··· Dataset

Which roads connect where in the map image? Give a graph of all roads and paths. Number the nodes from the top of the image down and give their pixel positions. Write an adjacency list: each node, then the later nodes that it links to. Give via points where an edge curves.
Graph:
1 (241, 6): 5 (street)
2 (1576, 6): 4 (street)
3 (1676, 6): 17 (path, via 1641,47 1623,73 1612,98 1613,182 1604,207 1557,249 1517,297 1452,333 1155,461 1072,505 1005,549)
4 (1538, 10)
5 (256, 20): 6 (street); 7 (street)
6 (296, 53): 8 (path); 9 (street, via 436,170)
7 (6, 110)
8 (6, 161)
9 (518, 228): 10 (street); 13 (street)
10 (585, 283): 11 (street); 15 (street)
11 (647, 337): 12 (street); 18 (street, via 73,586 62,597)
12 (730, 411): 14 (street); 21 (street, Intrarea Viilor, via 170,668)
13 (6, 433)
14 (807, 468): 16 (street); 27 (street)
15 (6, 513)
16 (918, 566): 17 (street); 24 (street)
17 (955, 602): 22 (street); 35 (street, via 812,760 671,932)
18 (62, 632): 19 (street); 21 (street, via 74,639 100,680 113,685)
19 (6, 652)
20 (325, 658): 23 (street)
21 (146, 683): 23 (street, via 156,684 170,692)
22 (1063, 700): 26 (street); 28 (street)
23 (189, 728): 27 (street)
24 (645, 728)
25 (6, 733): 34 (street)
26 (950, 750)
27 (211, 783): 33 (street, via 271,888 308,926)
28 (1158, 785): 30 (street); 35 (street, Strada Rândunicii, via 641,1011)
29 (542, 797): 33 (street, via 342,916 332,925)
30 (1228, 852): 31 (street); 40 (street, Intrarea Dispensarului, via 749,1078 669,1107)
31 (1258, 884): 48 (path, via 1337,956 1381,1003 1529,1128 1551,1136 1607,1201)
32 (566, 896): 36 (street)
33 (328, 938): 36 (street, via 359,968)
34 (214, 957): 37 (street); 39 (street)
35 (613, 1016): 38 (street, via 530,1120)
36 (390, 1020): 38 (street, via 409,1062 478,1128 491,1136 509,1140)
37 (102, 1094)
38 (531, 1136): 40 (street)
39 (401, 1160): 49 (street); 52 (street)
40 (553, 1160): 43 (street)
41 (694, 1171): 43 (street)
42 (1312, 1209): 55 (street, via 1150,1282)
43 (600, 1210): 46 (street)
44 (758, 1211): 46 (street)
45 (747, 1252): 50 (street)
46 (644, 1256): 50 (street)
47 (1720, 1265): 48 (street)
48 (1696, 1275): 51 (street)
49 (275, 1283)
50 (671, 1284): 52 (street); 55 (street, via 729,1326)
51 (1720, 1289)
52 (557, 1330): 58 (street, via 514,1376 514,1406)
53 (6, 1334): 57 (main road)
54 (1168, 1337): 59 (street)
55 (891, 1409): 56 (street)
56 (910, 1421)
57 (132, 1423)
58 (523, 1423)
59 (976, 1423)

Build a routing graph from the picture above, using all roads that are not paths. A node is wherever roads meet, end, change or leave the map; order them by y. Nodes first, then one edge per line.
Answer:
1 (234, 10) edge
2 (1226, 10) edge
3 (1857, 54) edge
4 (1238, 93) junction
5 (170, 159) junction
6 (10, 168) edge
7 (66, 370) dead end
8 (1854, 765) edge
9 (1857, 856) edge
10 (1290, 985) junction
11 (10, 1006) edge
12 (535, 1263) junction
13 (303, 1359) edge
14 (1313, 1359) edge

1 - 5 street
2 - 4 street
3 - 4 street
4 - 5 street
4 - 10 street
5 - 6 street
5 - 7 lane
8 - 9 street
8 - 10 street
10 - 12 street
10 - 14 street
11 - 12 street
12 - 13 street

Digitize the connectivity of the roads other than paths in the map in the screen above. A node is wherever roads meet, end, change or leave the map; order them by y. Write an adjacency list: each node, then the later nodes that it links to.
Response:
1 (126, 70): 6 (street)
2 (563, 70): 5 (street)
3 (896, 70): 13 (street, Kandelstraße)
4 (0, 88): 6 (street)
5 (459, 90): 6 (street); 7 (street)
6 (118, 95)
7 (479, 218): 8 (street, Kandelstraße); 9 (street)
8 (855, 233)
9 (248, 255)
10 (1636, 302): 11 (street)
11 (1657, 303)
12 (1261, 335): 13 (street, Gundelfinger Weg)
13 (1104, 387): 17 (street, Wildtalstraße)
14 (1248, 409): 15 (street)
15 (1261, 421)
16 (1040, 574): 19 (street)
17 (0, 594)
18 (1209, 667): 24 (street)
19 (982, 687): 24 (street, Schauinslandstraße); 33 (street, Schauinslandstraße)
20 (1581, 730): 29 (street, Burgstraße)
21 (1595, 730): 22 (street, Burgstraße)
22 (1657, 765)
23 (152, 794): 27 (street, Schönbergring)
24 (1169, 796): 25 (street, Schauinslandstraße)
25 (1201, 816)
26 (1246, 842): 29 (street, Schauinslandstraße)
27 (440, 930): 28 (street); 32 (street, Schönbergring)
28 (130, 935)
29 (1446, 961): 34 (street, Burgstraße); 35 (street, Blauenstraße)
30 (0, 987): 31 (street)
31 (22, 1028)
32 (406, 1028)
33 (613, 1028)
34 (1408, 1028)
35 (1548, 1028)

······

Output the records above precisely.

Which roads connect where in the map image? Give a graph of all roads and paths. Number the nodes from the top of the image down and give their pixel positions. Write an adjacency list: each node, then the later nodes that it links to. Give via points where an edge curves.
Graph:
1 (241, 6): 5 (street)
2 (1576, 6): 4 (street)
3 (1676, 6): 17 (path, via 1641,47 1623,73 1612,98 1613,182 1604,207 1557,249 1517,297 1452,333 1155,461 1072,505 1005,549)
4 (1538, 10)
5 (256, 20): 6 (street); 7 (street)
6 (296, 53): 8 (path); 9 (street, via 436,170)
7 (6, 110)
8 (6, 161)
9 (518, 228): 10 (street); 13 (street)
10 (585, 283): 11 (street); 15 (street)
11 (647, 337): 12 (street); 18 (street, via 73,586 62,597)
12 (730, 411): 14 (street); 21 (street, Intrarea Viilor, via 170,668)
13 (6, 433)
14 (807, 468): 16 (street); 27 (street)
15 (6, 513)
16 (918, 566): 17 (street); 24 (street)
17 (955, 602): 22 (street); 35 (street, via 812,760 671,932)
18 (62, 632): 19 (street); 21 (street, via 74,639 100,680 113,685)
19 (6, 652)
20 (325, 658): 23 (street)
21 (146, 683): 23 (street, via 156,684 170,692)
22 (1063, 700): 26 (street); 28 (street)
23 (189, 728): 27 (street)
24 (645, 728)
25 (6, 733): 34 (street)
26 (950, 750)
27 (211, 783): 33 (street, via 271,888 308,926)
28 (1158, 785): 30 (street); 35 (street, Strada Rândunicii, via 641,1011)
29 (542, 797): 33 (street, via 342,916 332,925)
30 (1228, 852): 31 (street); 40 (street, Intrarea Dispensarului, via 749,1078 669,1107)
31 (1258, 884): 48 (path, via 1337,956 1381,1003 1529,1128 1551,1136 1607,1201)
32 (566, 896): 36 (street)
33 (328, 938): 36 (street, via 359,968)
34 (214, 957): 37 (street); 39 (street)
35 (613, 1016): 38 (street, via 530,1120)
36 (390, 1020): 38 (street, via 409,1062 478,1128 491,1136 509,1140)
37 (102, 1094)
38 (531, 1136): 40 (street)
39 (401, 1160): 49 (street); 52 (street)
40 (553, 1160): 43 (street)
41 (694, 1171): 43 (street)
42 (1312, 1209): 55 (street, via 1150,1282)
43 (600, 1210): 46 (street)
44 (758, 1211): 46 (street)
45 (747, 1252): 50 (street)
46 (644, 1256): 50 (street)
47 (1720, 1265): 48 (street)
48 (1696, 1275): 51 (street)
49 (275, 1283)
50 (671, 1284): 52 (street); 55 (street, via 729,1326)
51 (1720, 1289)
52 (557, 1330): 58 (street, via 514,1376 514,1406)
53 (6, 1334): 57 (main road)
54 (1168, 1337): 59 (street)
55 (891, 1409): 56 (street)
56 (910, 1421)
57 (132, 1423)
58 (523, 1423)
59 (976, 1423)

Build a routing graph from the picture above, using all roads that are not paths. A node is wherever roads meet, end, change or leave the map; order them by y. Nodes first, then one edge per line.
Answer:
1 (234, 10) edge
2 (1226, 10) edge
3 (1857, 54) edge
4 (1238, 93) junction
5 (170, 159) junction
6 (10, 168) edge
7 (66, 370) dead end
8 (1854, 765) edge
9 (1857, 856) edge
10 (1290, 985) junction
11 (10, 1006) edge
12 (535, 1263) junction
13 (303, 1359) edge
14 (1313, 1359) edge

1 - 5 street
2 - 4 street
3 - 4 street
4 - 5 street
4 - 10 street
5 - 6 street
5 - 7 lane
8 - 9 street
8 - 10 street
10 - 12 street
10 - 14 street
11 - 12 street
12 - 13 street

Digitize the connectivity of the roads other than paths in the map in the screen above. A node is wherever roads meet, end, change or leave the map; order them by y. Write an adjacency list: each node, then the later nodes that it links to.
Response:
1 (126, 70): 6 (street)
2 (563, 70): 5 (street)
3 (896, 70): 13 (street, Kandelstraße)
4 (0, 88): 6 (street)
5 (459, 90): 6 (street); 7 (street)
6 (118, 95)
7 (479, 218): 8 (street, Kandelstraße); 9 (street)
8 (855, 233)
9 (248, 255)
10 (1636, 302): 11 (street)
11 (1657, 303)
12 (1261, 335): 13 (street, Gundelfinger Weg)
13 (1104, 387): 17 (street, Wildtalstraße)
14 (1248, 409): 15 (street)
15 (1261, 421)
16 (1040, 574): 19 (street)
17 (0, 594)
18 (1209, 667): 24 (street)
19 (982, 687): 24 (street, Schauinslandstraße); 33 (street, Schauinslandstraße)
20 (1581, 730): 29 (street, Burgstraße)
21 (1595, 730): 22 (street, Burgstraße)
22 (1657, 765)
23 (152, 794): 27 (street, Schönbergring)
24 (1169, 796): 25 (street, Schauinslandstraße)
25 (1201, 816)
26 (1246, 842): 29 (street, Schauinslandstraße)
27 (440, 930): 28 (street); 32 (street, Schönbergring)
28 (130, 935)
29 (1446, 961): 34 (street, Burgstraße); 35 (street, Blauenstraße)
30 (0, 987): 31 (street)
31 (22, 1028)
32 (406, 1028)
33 (613, 1028)
34 (1408, 1028)
35 (1548, 1028)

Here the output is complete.